Старинная песенка. Что там с ними было? Кажется, пошли они искупаться, и тонут один за другим, и вот уже не осталось негритят, ни одного, спокойно плещется море, ни одной курчавой головы над волнами, и никому нет дела, что опустел берег. В точности, как те негритята, один за другим уходят, не вынырнув, капитан Лонер, генерал-майор Некер, комиссар Зипперлейн. Кто следующий, господа? По логике событий следующим негритенком должен стать полковник Кропачев, но этого никак нельзя допустить – я просто-напросто не имею права умирать, я обязан оборвать цепочку умертвий, выигрывать пора, побеждать.
Погода немного испортилась, началось это еще ночью, тучи уже развеяло, но мокрый серый асфальт матово поблескивал, и я порядком забрызгал туфли, пока шел к почтамту. Скорее, брел.
Стоял у входа и курил, отчаянно зевая.
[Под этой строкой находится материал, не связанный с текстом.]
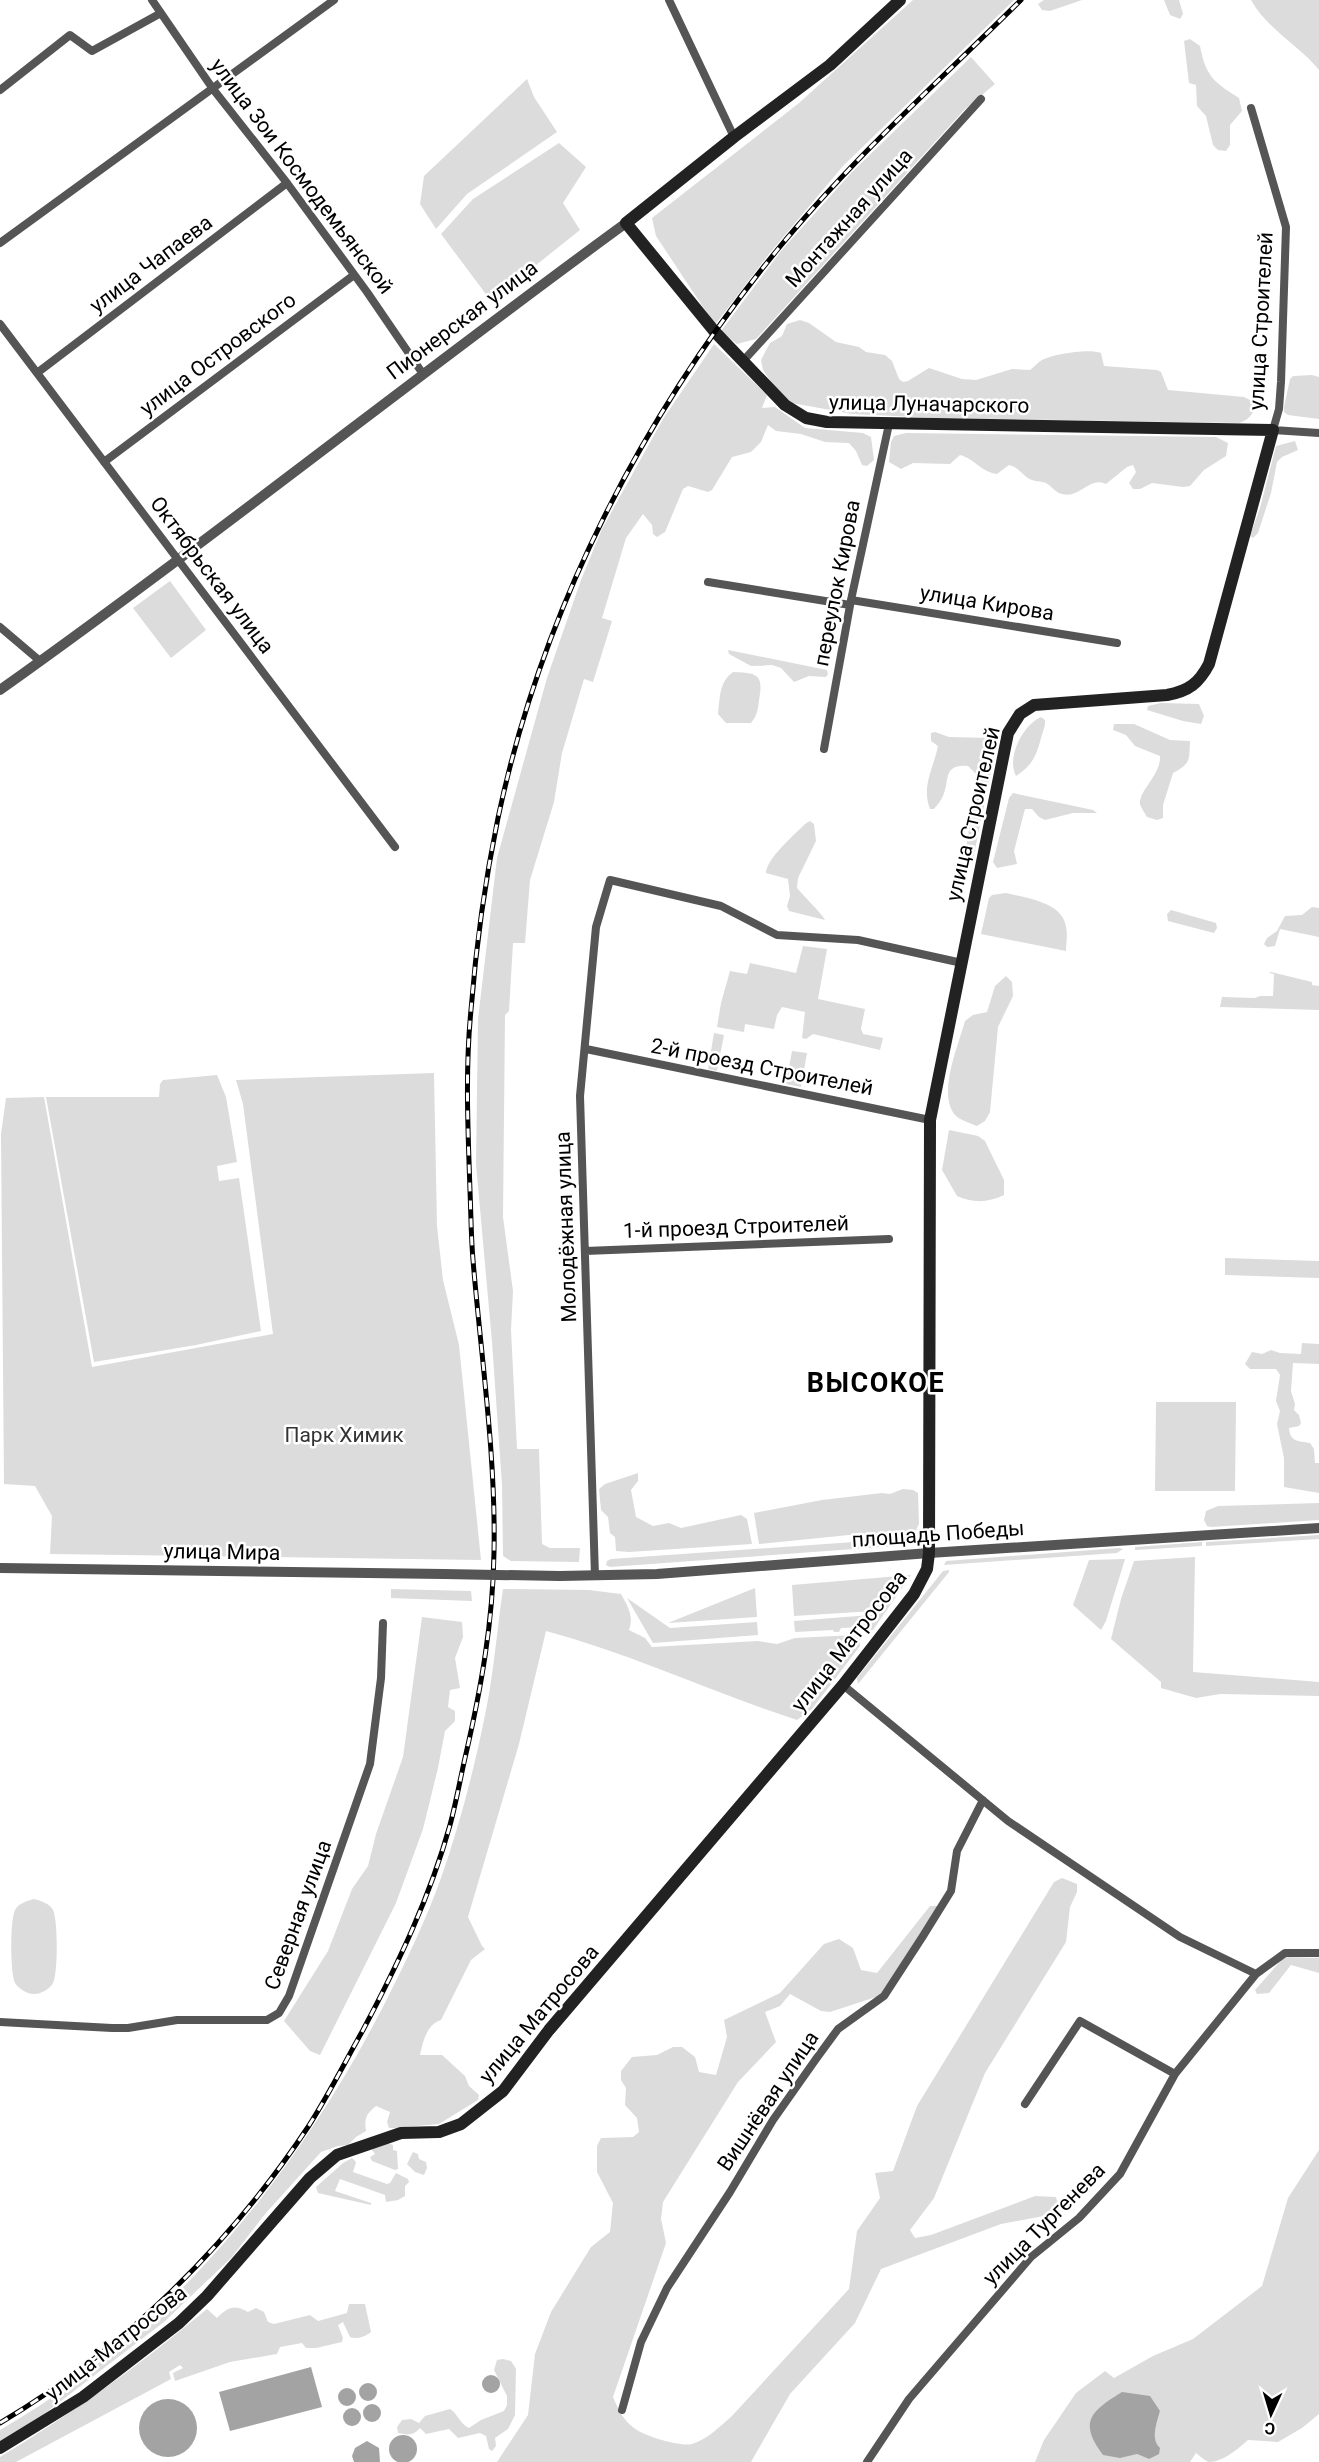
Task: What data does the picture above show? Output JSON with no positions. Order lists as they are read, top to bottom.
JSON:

Мимо пробегали связисточки в ярких брюках и прозрачных плащиках, метеоры с идиотской педантичностью сгорали над крышами, по площади лениво катил бело-желтый молочный фургон. Прошагали солдаты, видимо, из ночного патруля.
Где-то поблизости мелодично зазвонили бешеные часы – восемь утра. В конце площади показалась низкая спортивная «багира», разбрызгивая лужи, подъехала и остановилась в двух шагах от меня. Я распахнул дверцу, сел и сказал:
– Здравствуй, Мадонна.
Совершенно секретно. Экспресс–информация. А-1.
Майор Монахова Ксения Георгиевна (Мадонна). Родилась в 2010 г.
Закончила военное училище «Статорис» (факультет контрразведки). В настоящее время – следователь Отдела кризисных ситуаций МСБ. Семь национальных и три международных ордена. Незамужняя.
– Почему не самолетом? – спросил я.
– Слушай, Голем, как тебе удалось расколоть Антихриста?
– Значит…
– Да, – сказала она. – Там был Длинный Генрих. Труп Дарина нашли на том самом месте. На вилле нашли отпечатки Антихриста. Быстренько его взяли, и он, как ни удивительно, сразу раскололся. Нервный шок. Через слово поминает нечистую силу, которая нам якобы помогает, потому что тех двоих он тоже застрелил, и никто больше, кроме него, не знал… В самом деле, как тебе удалось? Кто мог дать тебе материал, которого не мог дать никто на свете, кроме самого Антихриста?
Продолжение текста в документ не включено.